"Les maires de France : entre résignation et incertitude"

IEP - Institut d'Etudes Politiques de Paris - Sciences Po - 19/11/2018 09:00:00

CEVIPOF Centre de recherches politiques de Sciences Po Paris
"Les maires de France" enquête inédite menée par le CEVIPOF sur la demande de l'AMF, dans le cadre de l'Obervatoire de la démocratie de proximité.

Les résultats de la vague 1 : Les maires de France : entre résignation et incertitude

Les maires de France : entre résignation et incertitude
La France des territoires locaux est-elle en crise ? Pourquoi les maires de ces 35 357 communes
expriment-ils depuis plusieurs mois un sentiment de lassitude vis-à-vis de responsabilités politiques et
administratives qu'ils jugent de plus en plus difficiles à assumer ? Les raisons sont multiples et profondes.
Surtout elles ne sont pas nouvelles. En mars 2014, 40 % des maires avaient été renouvelés aux élections
municipales.
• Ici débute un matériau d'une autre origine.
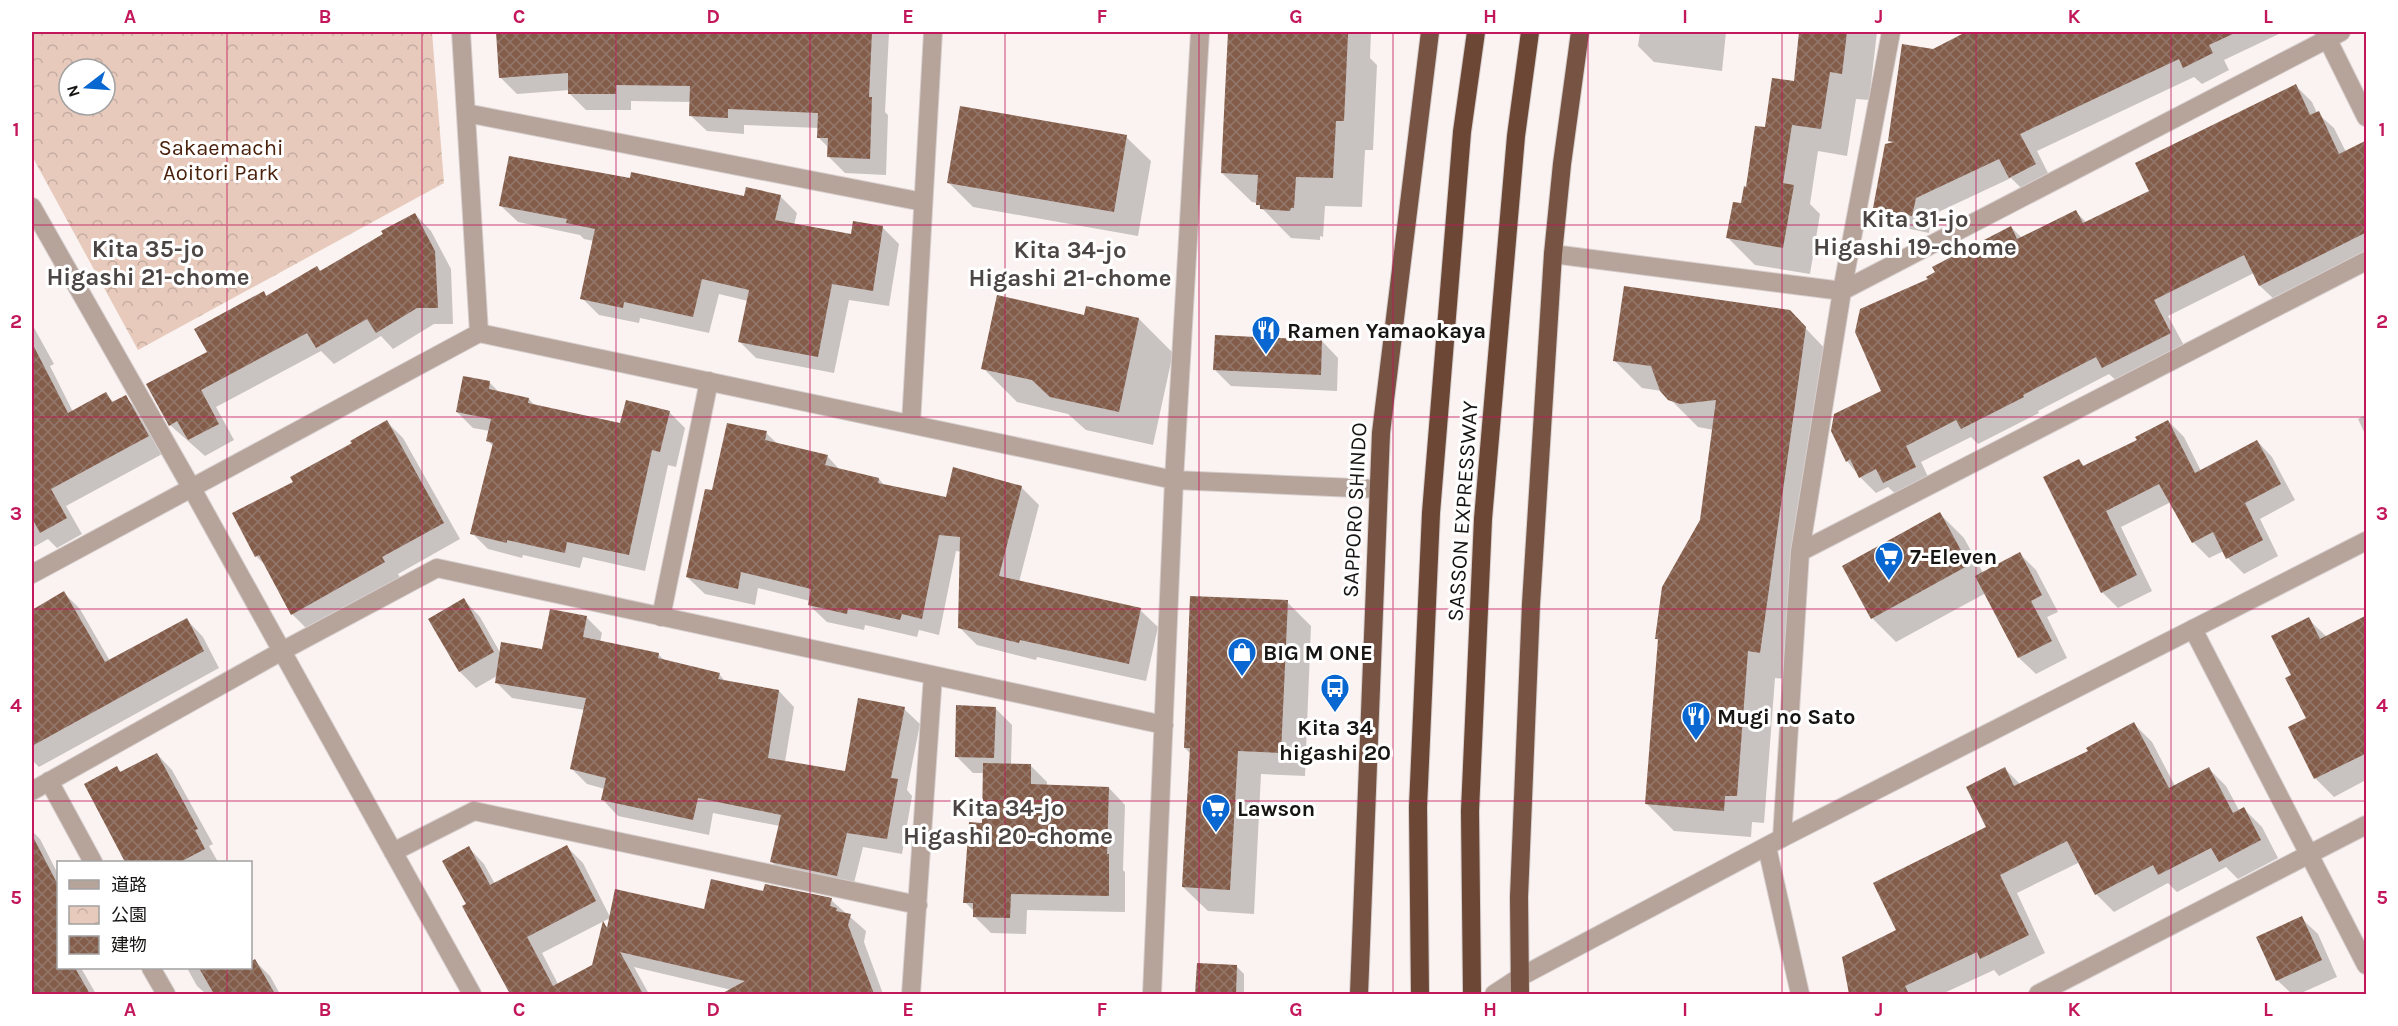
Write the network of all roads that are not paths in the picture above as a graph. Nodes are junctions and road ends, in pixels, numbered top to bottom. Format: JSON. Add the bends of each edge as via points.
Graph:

En octobre 2018, la part élevée d'élus indiquant ne pas vouloir se représenter laisse augurer
un plus fort renouvellement en 2020. Les raisons de cette tendance sont multiples mais ont en commun
une forme de résignation des maires contenue par un sens du devoir et un esprit républicain du quotidien.
Mais la contestation assumée et relayée par les associations d'élus locaux face au malaise dans leurs
relations vis-à-vis de l'État central et aux effets liés à l'application de certaines réformes (loi NOTRe,
suppression de la taxe d'habitation) ouvre une période de forte incertitude.
Dans le cadre du nouvel Observatoire de la démocratie de proximité, à l'initiative et en partenariat avec
l'AMF, le CEVIPOF a mené une enquête en ligne auprès de l'ensemble des maires de France pour dresser
leurs portraits, pour connaître les trajectoires de celles et ceux qui occupent cette fonction, pour mieux
appréhender leurs difficultés, et pour comprendre l'évolution de la représentation politique au niveau
local. Pilier de la démocratie locale, le maire bénéficie encore aujourd'hui du niveau de confiance le
plus élevé (parmi tous les élus) de la part des citoyens. Toutefois, ce capital de confiance ne doit pas
dissimuler la mise sous tension du maire dans son environnement quotidien l'obligeant à une grande
capacité d'adaptation pour ne pas sombrer dans la résignation.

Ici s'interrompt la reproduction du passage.